Stored items
%%

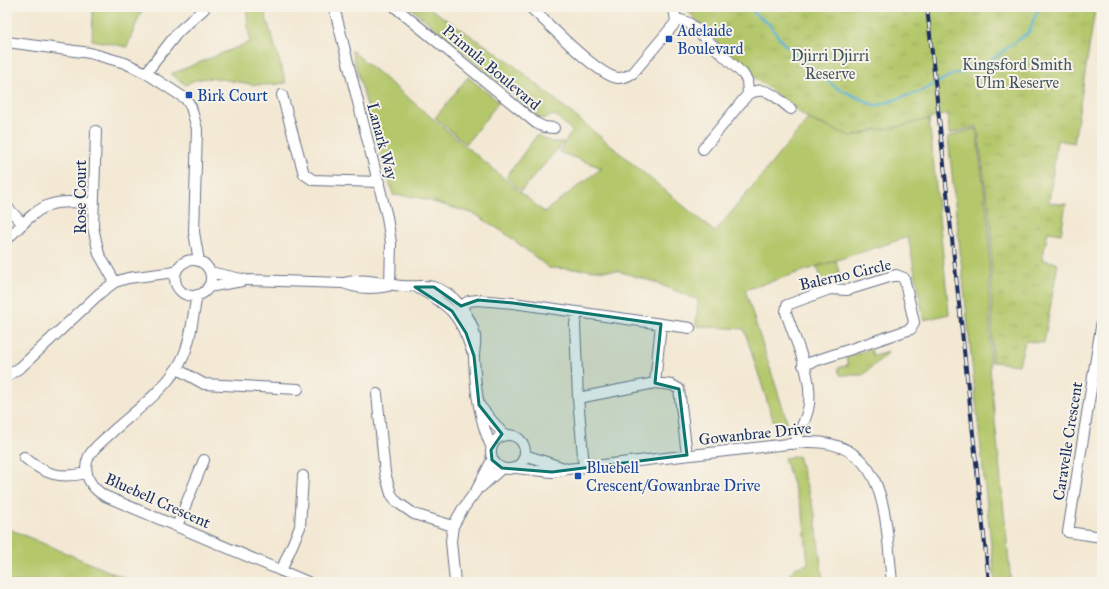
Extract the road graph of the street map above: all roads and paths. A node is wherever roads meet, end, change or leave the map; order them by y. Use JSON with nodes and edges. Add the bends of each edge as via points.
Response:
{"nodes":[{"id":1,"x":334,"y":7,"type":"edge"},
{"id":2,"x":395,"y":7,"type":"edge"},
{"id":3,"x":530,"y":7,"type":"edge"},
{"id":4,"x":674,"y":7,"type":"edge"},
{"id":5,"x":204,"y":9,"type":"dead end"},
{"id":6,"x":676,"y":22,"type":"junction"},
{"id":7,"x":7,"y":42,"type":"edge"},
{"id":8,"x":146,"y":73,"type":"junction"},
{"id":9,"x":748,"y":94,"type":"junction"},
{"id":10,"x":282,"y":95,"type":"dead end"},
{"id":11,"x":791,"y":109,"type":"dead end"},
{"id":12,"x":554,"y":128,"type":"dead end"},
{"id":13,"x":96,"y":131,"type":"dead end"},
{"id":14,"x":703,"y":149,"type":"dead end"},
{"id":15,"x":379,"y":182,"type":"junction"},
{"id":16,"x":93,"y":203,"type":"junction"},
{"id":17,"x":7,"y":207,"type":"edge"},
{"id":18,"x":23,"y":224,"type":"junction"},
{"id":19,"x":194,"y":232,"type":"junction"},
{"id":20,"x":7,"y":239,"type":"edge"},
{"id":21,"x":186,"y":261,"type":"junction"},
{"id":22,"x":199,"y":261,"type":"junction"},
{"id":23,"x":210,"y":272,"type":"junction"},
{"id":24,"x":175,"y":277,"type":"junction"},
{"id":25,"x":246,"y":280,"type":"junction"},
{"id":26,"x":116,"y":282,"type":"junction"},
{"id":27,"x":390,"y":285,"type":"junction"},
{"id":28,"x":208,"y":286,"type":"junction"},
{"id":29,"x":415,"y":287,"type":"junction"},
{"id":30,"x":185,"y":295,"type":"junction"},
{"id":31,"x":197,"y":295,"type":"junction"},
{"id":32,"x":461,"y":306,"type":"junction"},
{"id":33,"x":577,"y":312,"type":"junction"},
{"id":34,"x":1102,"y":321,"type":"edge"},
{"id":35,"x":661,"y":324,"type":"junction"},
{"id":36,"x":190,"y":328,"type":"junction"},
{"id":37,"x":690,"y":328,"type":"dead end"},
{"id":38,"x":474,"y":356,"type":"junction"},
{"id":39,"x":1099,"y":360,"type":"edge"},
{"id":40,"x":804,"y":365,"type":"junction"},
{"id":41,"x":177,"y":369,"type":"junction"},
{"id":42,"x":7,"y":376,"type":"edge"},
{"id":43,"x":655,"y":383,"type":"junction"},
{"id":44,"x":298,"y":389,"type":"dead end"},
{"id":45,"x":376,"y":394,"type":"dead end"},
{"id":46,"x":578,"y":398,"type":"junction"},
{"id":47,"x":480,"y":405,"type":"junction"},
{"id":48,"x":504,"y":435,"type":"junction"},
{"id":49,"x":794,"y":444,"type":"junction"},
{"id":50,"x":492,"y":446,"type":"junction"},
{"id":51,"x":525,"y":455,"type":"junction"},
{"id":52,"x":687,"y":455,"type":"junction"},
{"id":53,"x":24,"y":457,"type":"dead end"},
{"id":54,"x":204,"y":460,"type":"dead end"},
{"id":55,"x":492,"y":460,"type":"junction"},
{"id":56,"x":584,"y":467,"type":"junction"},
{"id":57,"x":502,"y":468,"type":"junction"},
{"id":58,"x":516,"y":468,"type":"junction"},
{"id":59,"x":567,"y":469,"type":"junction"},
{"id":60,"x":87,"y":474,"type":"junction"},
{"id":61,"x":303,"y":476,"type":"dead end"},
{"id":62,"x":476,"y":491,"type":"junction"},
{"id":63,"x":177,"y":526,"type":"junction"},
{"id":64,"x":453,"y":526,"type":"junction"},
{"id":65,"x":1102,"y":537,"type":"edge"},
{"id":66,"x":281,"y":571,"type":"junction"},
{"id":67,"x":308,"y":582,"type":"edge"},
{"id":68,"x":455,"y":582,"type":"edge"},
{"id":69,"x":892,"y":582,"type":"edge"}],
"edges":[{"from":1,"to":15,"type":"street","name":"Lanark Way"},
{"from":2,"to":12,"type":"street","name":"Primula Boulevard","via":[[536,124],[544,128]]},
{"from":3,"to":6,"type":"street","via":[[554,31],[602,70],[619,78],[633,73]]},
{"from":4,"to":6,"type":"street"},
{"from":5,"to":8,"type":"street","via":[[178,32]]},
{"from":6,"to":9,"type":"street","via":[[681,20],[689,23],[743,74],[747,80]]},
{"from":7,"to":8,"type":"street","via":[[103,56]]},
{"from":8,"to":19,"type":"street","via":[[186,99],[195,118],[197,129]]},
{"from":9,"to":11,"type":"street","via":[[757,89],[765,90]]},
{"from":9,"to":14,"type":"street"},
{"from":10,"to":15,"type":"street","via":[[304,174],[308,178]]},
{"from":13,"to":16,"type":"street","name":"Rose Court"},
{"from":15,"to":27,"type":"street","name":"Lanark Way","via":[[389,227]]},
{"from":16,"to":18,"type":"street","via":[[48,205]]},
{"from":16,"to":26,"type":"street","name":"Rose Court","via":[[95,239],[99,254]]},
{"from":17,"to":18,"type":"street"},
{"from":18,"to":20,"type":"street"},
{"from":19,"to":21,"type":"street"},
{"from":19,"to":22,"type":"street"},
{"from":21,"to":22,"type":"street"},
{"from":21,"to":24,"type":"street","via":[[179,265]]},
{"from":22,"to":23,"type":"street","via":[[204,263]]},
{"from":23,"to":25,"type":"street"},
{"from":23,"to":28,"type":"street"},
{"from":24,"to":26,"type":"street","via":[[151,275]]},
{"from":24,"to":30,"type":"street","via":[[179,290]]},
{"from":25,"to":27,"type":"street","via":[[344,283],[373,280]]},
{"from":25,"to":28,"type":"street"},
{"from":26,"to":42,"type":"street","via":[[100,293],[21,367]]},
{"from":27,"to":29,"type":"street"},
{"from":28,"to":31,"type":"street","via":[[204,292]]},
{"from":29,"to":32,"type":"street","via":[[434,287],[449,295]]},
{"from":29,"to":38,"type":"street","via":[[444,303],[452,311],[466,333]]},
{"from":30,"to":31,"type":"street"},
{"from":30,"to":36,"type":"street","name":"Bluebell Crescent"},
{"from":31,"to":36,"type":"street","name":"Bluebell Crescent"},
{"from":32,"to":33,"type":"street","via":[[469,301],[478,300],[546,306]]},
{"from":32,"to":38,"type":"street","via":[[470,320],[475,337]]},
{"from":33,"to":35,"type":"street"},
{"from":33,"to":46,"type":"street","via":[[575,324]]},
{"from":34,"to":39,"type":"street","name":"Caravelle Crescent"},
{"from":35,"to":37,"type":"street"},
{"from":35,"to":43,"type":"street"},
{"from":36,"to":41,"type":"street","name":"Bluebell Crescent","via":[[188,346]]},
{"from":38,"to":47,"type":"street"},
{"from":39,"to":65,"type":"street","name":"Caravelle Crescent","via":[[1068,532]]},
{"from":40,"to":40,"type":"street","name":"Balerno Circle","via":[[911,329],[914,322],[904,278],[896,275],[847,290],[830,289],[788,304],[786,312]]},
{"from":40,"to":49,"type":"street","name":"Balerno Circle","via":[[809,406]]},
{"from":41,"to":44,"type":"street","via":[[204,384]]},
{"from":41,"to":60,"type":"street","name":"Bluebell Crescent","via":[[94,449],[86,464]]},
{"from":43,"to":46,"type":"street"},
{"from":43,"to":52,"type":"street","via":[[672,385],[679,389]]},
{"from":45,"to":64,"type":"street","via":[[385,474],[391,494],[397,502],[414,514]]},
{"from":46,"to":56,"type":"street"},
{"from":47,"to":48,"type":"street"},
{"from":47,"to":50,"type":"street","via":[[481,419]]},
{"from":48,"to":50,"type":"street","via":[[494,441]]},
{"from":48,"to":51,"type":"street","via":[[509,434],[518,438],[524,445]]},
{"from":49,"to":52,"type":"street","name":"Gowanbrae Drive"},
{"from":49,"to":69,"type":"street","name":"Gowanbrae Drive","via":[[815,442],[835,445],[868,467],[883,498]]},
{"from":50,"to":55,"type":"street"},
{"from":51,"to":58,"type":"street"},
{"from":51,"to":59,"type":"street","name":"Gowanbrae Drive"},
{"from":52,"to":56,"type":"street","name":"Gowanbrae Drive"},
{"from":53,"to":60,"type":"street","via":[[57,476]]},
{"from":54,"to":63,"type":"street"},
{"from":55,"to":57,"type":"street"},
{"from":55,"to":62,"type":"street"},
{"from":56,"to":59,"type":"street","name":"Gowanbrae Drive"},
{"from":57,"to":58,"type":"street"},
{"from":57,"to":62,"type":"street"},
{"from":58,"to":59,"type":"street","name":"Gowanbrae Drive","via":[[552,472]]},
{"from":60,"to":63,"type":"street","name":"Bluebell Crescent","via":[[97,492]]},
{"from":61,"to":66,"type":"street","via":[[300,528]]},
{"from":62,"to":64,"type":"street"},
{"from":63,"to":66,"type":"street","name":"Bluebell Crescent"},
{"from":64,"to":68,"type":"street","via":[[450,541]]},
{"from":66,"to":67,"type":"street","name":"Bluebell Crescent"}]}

%%
%%

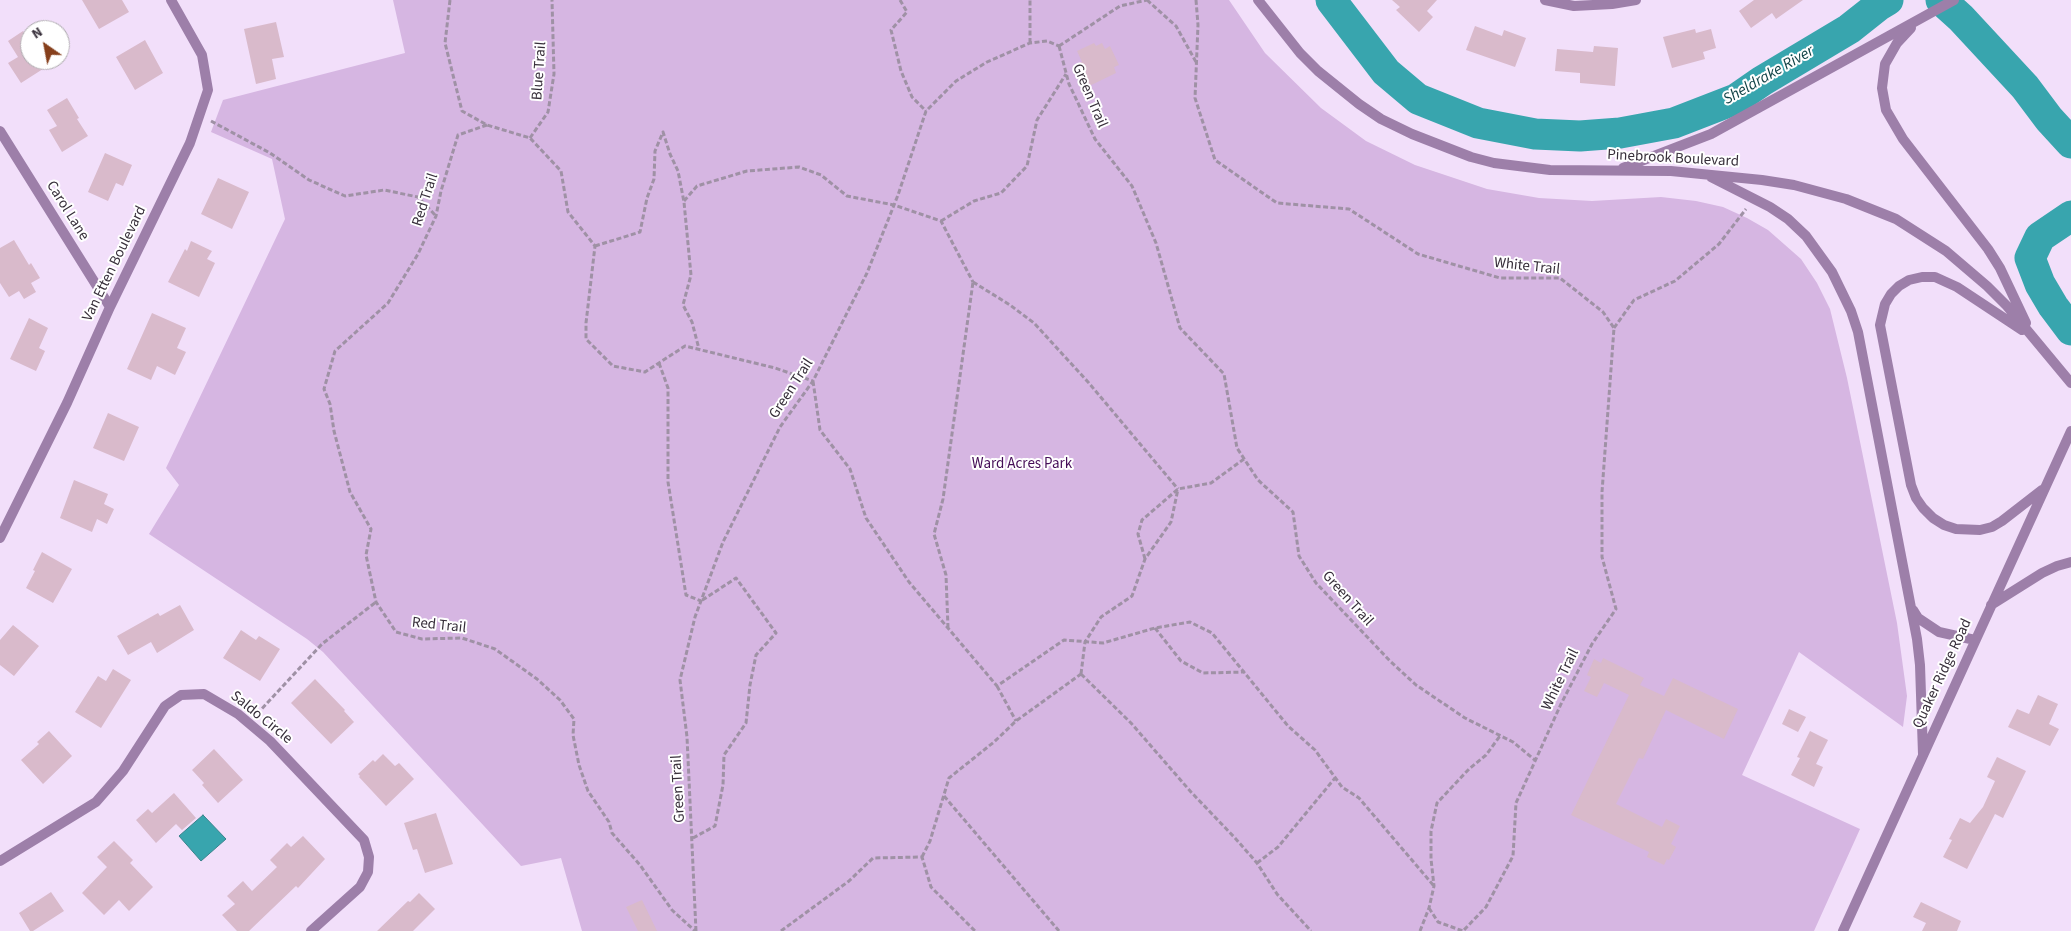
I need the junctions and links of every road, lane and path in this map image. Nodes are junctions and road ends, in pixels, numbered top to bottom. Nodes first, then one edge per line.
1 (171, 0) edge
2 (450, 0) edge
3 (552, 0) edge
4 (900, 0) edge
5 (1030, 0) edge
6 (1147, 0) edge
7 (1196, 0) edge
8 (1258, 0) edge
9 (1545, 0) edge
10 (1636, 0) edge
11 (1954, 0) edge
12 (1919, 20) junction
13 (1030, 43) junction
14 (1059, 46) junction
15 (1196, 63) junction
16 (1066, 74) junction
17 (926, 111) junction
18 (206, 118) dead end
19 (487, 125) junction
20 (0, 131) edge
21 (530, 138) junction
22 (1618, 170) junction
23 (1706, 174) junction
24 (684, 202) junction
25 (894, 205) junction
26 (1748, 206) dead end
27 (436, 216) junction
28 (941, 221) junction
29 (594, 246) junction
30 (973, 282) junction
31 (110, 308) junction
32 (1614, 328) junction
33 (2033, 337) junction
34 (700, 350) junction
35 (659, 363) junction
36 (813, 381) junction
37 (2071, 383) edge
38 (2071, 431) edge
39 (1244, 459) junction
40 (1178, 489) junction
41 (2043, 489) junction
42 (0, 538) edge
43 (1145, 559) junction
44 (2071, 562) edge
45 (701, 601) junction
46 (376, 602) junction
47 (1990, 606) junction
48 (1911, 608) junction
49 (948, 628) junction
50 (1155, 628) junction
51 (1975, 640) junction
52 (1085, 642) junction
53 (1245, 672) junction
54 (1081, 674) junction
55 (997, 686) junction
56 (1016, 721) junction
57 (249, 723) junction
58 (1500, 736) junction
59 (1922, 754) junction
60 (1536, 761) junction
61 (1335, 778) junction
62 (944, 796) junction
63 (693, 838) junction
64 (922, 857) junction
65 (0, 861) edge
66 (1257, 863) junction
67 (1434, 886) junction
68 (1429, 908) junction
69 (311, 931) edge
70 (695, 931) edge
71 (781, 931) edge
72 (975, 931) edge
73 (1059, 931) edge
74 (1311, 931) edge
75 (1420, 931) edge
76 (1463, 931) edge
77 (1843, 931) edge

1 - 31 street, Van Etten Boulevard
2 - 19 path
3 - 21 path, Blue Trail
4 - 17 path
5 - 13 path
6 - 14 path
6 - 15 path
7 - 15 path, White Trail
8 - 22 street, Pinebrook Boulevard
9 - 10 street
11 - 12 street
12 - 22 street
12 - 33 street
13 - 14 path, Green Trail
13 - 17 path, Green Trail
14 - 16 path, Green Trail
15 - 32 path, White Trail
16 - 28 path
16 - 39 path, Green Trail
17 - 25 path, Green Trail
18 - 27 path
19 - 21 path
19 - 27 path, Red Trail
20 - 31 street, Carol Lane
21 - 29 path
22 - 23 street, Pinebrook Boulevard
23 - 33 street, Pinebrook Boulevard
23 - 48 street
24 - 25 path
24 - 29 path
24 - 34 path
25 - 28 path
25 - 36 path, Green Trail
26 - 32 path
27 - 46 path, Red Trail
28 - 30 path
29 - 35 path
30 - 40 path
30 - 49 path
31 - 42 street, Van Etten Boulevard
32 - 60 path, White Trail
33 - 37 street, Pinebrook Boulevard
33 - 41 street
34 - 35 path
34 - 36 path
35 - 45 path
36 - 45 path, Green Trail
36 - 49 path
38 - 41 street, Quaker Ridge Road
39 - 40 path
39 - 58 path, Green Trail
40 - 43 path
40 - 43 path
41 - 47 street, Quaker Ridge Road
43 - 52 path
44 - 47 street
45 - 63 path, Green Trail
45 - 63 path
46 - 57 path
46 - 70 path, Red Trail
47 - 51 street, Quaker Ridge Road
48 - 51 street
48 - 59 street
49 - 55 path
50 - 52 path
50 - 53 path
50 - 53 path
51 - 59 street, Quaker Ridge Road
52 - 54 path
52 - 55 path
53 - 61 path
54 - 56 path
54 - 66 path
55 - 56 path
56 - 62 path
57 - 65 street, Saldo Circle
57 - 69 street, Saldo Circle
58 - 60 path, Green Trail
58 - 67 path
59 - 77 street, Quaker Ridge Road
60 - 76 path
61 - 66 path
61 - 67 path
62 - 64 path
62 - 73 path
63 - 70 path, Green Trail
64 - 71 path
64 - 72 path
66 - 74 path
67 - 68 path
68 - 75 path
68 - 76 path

%%

• Directions
Determine how many lines in the entries above contain the word "Gowanbrae", and respond with the number alone.

• Exercise result
6